-- Dataset extract follows --
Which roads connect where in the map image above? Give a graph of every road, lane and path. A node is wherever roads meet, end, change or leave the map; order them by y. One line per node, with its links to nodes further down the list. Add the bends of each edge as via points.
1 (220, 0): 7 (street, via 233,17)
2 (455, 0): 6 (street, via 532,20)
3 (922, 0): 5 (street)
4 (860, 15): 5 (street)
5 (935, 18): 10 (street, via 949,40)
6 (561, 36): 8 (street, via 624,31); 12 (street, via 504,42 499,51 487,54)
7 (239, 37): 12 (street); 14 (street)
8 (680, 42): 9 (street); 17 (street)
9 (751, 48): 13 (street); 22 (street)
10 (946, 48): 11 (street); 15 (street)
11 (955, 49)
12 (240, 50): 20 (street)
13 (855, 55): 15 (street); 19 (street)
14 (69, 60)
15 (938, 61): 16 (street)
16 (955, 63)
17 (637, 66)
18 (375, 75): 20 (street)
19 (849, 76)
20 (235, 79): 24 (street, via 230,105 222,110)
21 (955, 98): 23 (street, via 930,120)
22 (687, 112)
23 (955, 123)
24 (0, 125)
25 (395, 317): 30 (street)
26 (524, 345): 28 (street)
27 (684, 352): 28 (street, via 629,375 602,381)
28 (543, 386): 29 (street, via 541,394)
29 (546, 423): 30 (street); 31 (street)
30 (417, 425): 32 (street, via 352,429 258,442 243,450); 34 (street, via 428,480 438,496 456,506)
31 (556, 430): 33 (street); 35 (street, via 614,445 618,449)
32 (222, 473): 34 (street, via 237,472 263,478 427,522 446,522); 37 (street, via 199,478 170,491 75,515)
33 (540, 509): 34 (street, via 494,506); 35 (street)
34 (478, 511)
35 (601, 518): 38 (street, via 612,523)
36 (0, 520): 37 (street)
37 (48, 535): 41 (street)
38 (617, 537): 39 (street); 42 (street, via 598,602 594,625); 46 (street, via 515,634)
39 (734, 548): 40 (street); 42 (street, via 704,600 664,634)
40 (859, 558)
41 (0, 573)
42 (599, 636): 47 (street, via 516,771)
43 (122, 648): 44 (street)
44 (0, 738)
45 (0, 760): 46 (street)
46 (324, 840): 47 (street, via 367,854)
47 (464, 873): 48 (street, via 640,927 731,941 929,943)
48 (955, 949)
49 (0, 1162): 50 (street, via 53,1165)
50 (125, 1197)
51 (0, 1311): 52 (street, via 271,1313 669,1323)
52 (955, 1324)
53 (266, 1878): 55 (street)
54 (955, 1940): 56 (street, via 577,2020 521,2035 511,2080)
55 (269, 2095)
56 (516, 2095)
-- Dataset extract concluded --
**Required work:**
Every line of the data above should be output exactly as written.

**Final answer:**
Which roads connect where in the map image above? Give a graph of every road, lane and path. A node is wherever roads meet, end, change or leave the map; order them by y. One line per node, with its links to nodes further down the list. Add the bends of each edge as via points.
1 (220, 0): 7 (street, via 233,17)
2 (455, 0): 6 (street, via 532,20)
3 (922, 0): 5 (street)
4 (860, 15): 5 (street)
5 (935, 18): 10 (street, via 949,40)
6 (561, 36): 8 (street, via 624,31); 12 (street, via 504,42 499,51 487,54)
7 (239, 37): 12 (street); 14 (street)
8 (680, 42): 9 (street); 17 (street)
9 (751, 48): 13 (street); 22 (street)
10 (946, 48): 11 (street); 15 (street)
11 (955, 49)
12 (240, 50): 20 (street)
13 (855, 55): 15 (street); 19 (street)
14 (69, 60)
15 (938, 61): 16 (street)
16 (955, 63)
17 (637, 66)
18 (375, 75): 20 (street)
19 (849, 76)
20 (235, 79): 24 (street, via 230,105 222,110)
21 (955, 98): 23 (street, via 930,120)
22 (687, 112)
23 (955, 123)
24 (0, 125)
25 (395, 317): 30 (street)
26 (524, 345): 28 (street)
27 (684, 352): 28 (street, via 629,375 602,381)
28 (543, 386): 29 (street, via 541,394)
29 (546, 423): 30 (street); 31 (street)
30 (417, 425): 32 (street, via 352,429 258,442 243,450); 34 (street, via 428,480 438,496 456,506)
31 (556, 430): 33 (street); 35 (street, via 614,445 618,449)
32 (222, 473): 34 (street, via 237,472 263,478 427,522 446,522); 37 (street, via 199,478 170,491 75,515)
33 (540, 509): 34 (street, via 494,506); 35 (street)
34 (478, 511)
35 (601, 518): 38 (street, via 612,523)
36 (0, 520): 37 (street)
37 (48, 535): 41 (street)
38 (617, 537): 39 (street); 42 (street, via 598,602 594,625); 46 (street, via 515,634)
39 (734, 548): 40 (street); 42 (street, via 704,600 664,634)
40 (859, 558)
41 (0, 573)
42 (599, 636): 47 (street, via 516,771)
43 (122, 648): 44 (street)
44 (0, 738)
45 (0, 760): 46 (street)
46 (324, 840): 47 (street, via 367,854)
47 (464, 873): 48 (street, via 640,927 731,941 929,943)
48 (955, 949)
49 (0, 1162): 50 (street, via 53,1165)
50 (125, 1197)
51 (0, 1311): 52 (street, via 271,1313 669,1323)
52 (955, 1324)
53 (266, 1878): 55 (street)
54 (955, 1940): 56 (street, via 577,2020 521,2035 511,2080)
55 (269, 2095)
56 (516, 2095)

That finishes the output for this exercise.